Nickel allergy is one of the most common causes of allergic contact dermatitis — an itchy rash that appears when your skin touches a normally harmless substance.

What is it?

Nickel allergy is one of the most common causes of allergic contact dermatitis — an itchy rash that appears when your skin touches a normally harmless substance.

Nickel allergy is commonly associated with earrings and jewelry for other body piercings. But nickel can be found in many everyday items — from coins to necklace clasps, from watchbands to eyeglass frames.
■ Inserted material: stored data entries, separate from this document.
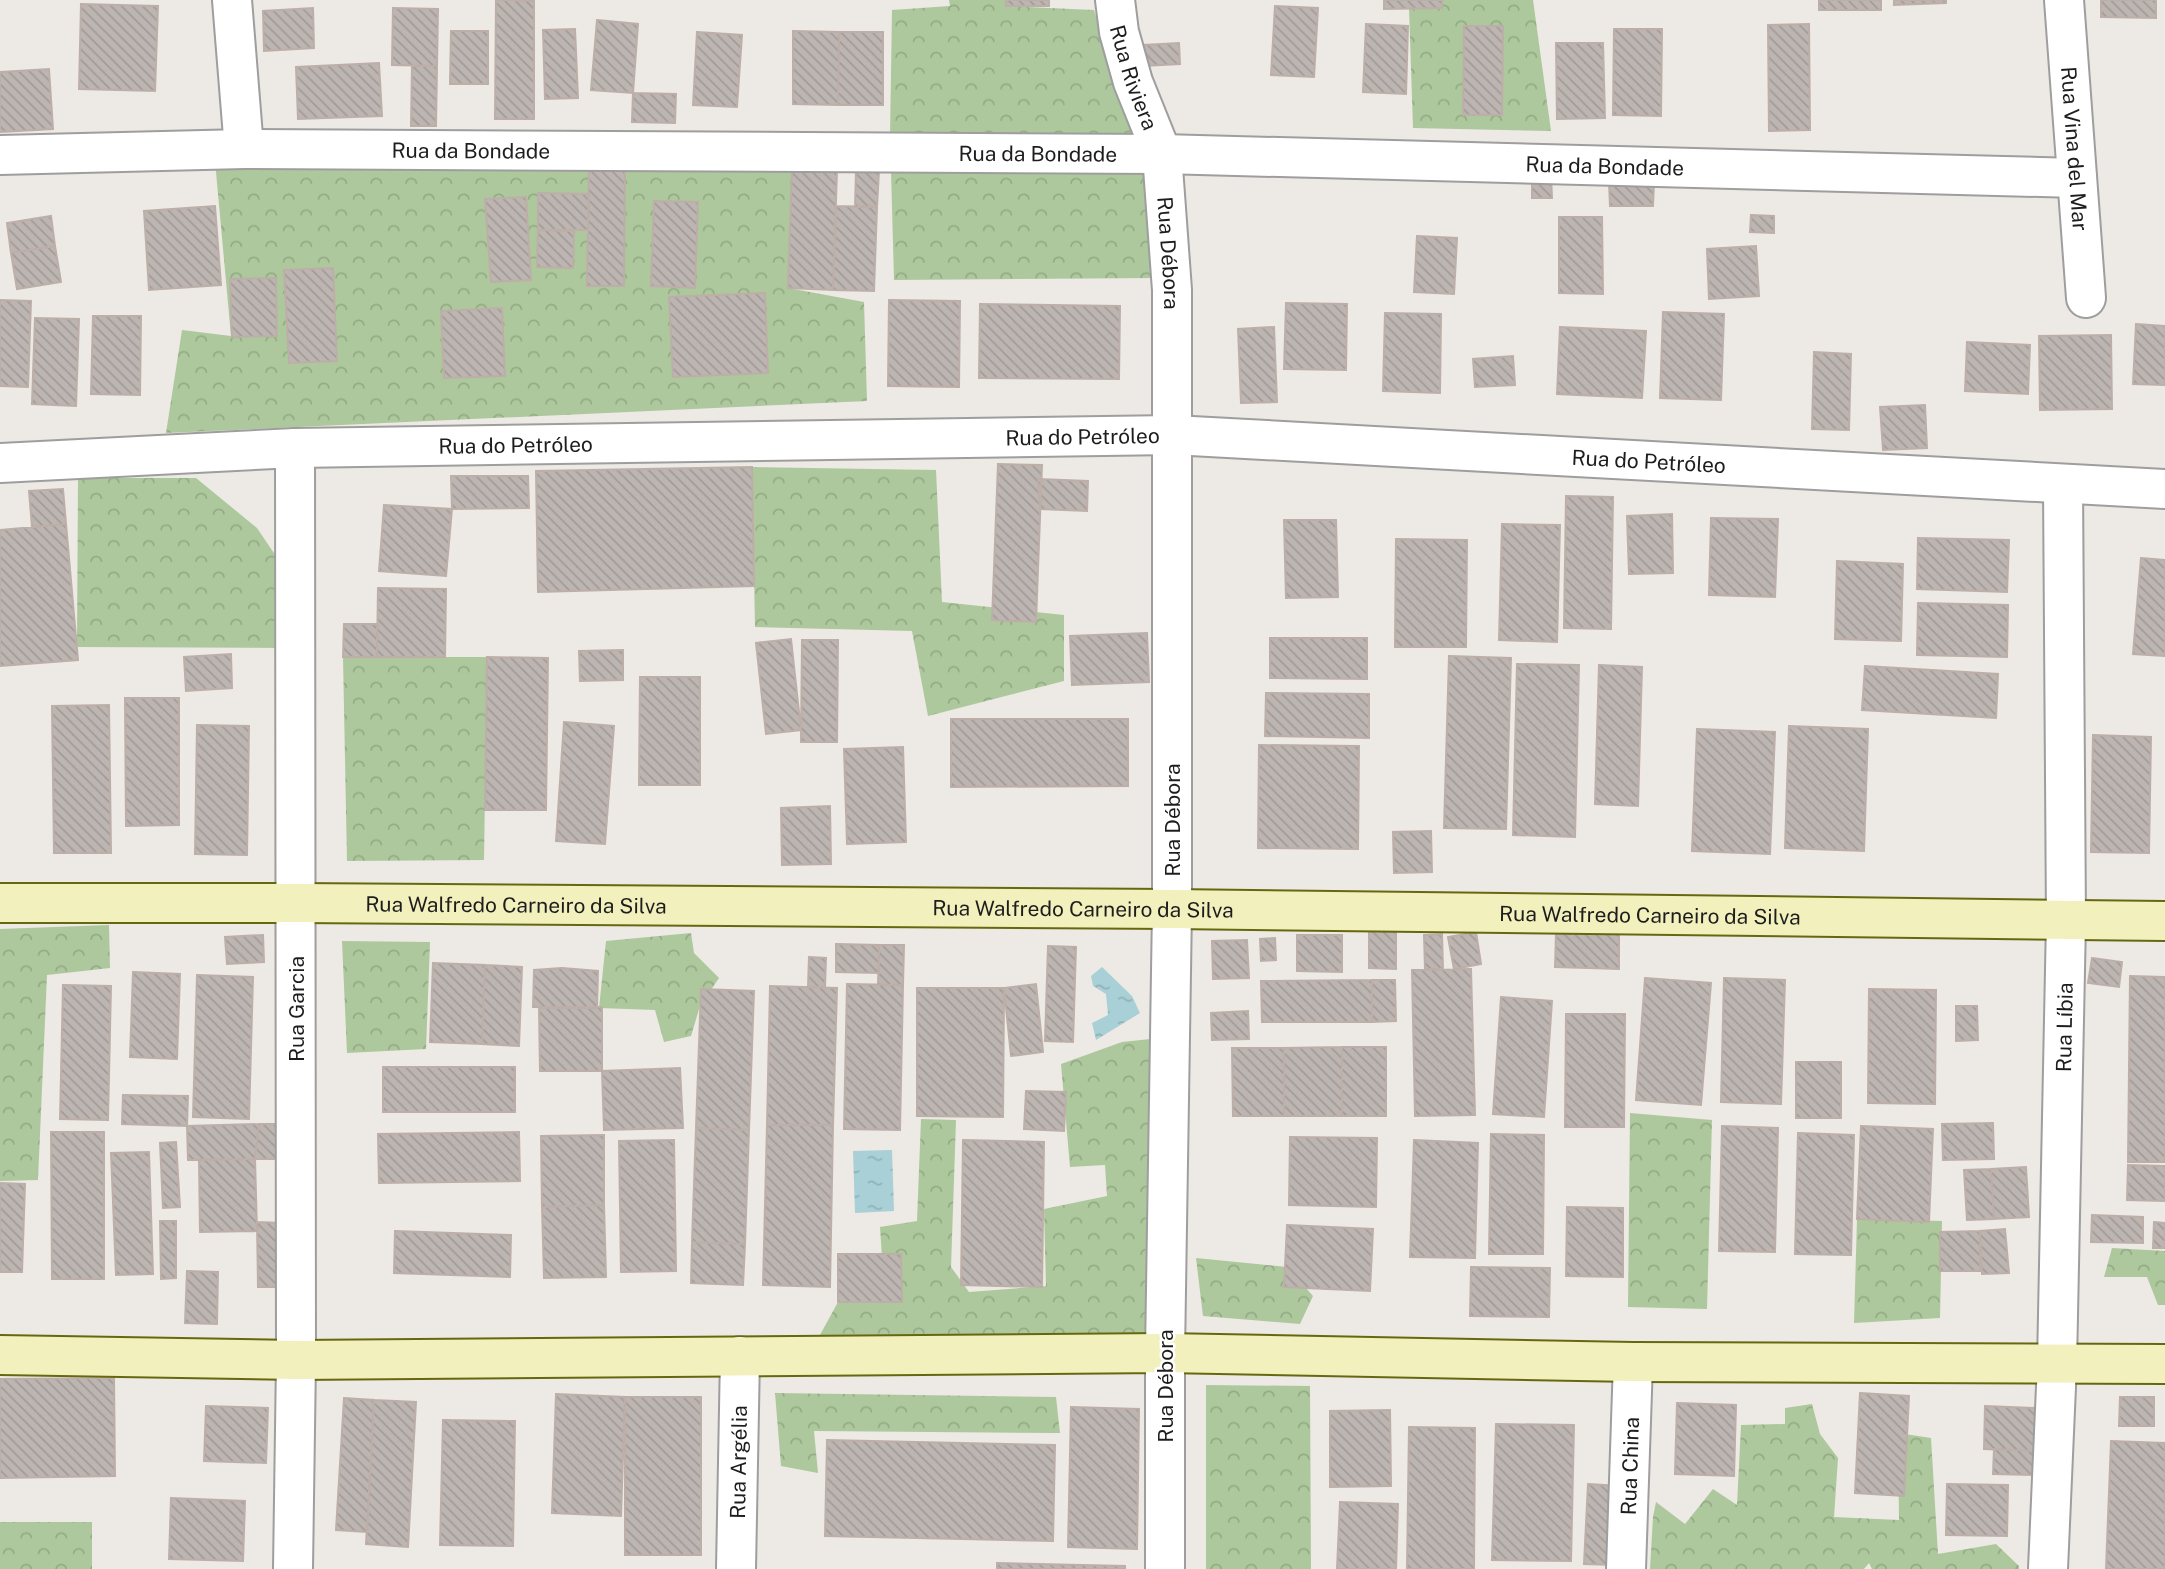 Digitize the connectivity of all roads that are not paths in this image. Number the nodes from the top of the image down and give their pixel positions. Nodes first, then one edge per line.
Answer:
1 (232, 0) edge
2 (1115, 0) edge
3 (2064, 0) edge
4 (244, 149) junction
5 (1162, 154) junction
6 (0, 155) edge
7 (2077, 177) junction
8 (2086, 298) dead end
9 (1173, 435) junction
10 (295, 448) junction
11 (0, 463) edge
12 (2063, 485) junction
13 (2165, 489) edge
14 (296, 902) junction
15 (0, 903) edge
16 (1172, 909) junction
17 (2066, 921) junction
18 (2165, 921) edge
19 (1165, 1353) junction
20 (0, 1355) edge
21 (740, 1356) junction
22 (296, 1360) junction
23 (1633, 1362) junction
24 (2057, 1364) junction
25 (2165, 1364) edge
26 (293, 1569) edge
27 (736, 1569) edge
28 (1165, 1569) edge
29 (1626, 1569) edge
30 (2048, 1569) edge

1 - 4 street
2 - 5 street, Rua Riviera
3 - 7 street, Rua Vina del Mar
4 - 5 street, Rua da Bondade
4 - 6 street, Rua da Bondade
5 - 7 street, Rua da Bondade
5 - 9 street, Rua Débora
7 - 8 street, Rua Vina del Mar
9 - 10 street, Rua do Petróleo
9 - 12 street, Rua do Petróleo
9 - 16 street, Rua Débora
10 - 11 street, Rua do Petróleo
10 - 14 street, Rua Garcia
12 - 13 street, Rua do Petróleo
12 - 17 street, Rua Líbia
14 - 15 main road, Rua Walfredo Carneiro da Silva
14 - 16 main road, Rua Walfredo Carneiro da Silva
14 - 22 street, Rua Garcia
16 - 17 main road, Rua Walfredo Carneiro da Silva
16 - 19 street, Rua Débora
17 - 18 main road, Rua Walfredo Carneiro da Silva
17 - 24 street, Rua Líbia
19 - 21 main road
19 - 23 main road
19 - 28 street, Rua Débora
20 - 22 main road
21 - 22 main road
21 - 27 street, Rua Argélia
22 - 26 street, Rua Garcia
23 - 24 main road
23 - 29 street, Rua China
24 - 25 main road
24 - 30 street, Rua Líbia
Nickel allergy can affect people of all ages. You may develop nickel allergy after a single exposure to nickel or after repeated or prolonged exposure. Treatments can reduce the symptoms of nickel allergy. Once you develop nickel allergy, however, you will always be sensitive to the metal and should avoid contact.


If you have nickel allergy, an allergic reaction usually begins within 12 to 48 hours after exposure to a nickel-containing item and may persist for two to four weeks. The features of contact dermatitis usually appear only where your skin came into contact with nickel, but they may appear elsewhere on your body. Signs and symptoms of contact dermatitis caused by a nickel allergy include:

  • Rash or bumps on the skin
  • Itching, which may be severe
  • Redness or changes in skin colour
  • Dry patches of skin that may resemble a burn
  • Blisters and draining fluid in severe cases

Sweating at the point of contact with nickel may worsen the symptoms.
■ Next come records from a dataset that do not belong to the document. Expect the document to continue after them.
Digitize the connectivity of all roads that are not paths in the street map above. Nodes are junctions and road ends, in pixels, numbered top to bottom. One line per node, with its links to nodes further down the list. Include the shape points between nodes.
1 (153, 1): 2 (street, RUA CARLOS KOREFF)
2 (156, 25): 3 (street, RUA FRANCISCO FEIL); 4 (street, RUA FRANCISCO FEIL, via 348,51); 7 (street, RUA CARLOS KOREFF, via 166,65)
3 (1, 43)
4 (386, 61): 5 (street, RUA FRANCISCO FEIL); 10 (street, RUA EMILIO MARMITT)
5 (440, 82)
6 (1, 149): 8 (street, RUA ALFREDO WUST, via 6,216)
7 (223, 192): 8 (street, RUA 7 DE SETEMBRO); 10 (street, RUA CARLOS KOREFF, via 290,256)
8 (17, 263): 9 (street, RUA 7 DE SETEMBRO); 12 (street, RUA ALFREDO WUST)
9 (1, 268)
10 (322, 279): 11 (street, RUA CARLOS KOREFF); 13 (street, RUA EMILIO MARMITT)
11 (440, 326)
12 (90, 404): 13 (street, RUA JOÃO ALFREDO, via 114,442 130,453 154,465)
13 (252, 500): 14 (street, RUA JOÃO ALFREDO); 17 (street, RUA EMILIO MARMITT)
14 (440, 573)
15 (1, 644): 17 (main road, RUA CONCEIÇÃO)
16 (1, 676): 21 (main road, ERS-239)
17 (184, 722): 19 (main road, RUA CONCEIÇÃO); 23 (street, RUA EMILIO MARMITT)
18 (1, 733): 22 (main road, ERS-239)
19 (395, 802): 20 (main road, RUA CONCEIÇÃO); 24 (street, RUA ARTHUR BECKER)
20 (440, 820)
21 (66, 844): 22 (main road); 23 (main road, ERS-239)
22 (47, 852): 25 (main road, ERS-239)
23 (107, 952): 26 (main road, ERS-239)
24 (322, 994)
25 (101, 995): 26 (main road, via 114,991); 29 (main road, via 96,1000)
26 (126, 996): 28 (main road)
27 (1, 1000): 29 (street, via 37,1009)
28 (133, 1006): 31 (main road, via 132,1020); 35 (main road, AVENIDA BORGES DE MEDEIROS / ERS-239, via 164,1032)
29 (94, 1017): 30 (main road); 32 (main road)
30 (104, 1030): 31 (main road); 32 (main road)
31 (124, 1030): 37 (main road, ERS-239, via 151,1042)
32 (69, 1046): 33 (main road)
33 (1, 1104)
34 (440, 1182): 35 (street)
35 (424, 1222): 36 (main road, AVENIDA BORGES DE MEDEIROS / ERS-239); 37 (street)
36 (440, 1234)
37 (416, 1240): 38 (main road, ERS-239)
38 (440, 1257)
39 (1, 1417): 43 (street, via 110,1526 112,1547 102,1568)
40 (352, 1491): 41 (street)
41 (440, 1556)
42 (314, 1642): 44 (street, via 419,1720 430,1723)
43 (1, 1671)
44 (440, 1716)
An allergic reaction is somewhat like a case of mistaken identity within your body's immune system. Normally, your immune system reacts to protect your body against bacteria, viruses or toxic substances.

If you have nickel allergy, your body reacts to nickel. In other words, it's mistakenly identified nickel as something that could harm you. Once your body has developed a reaction to a particular agent (allergen) — in this case, nickel — your immune system will always be sensitive to it. When you come into contact with nickel, your immune system responds and produces an inflammatory response.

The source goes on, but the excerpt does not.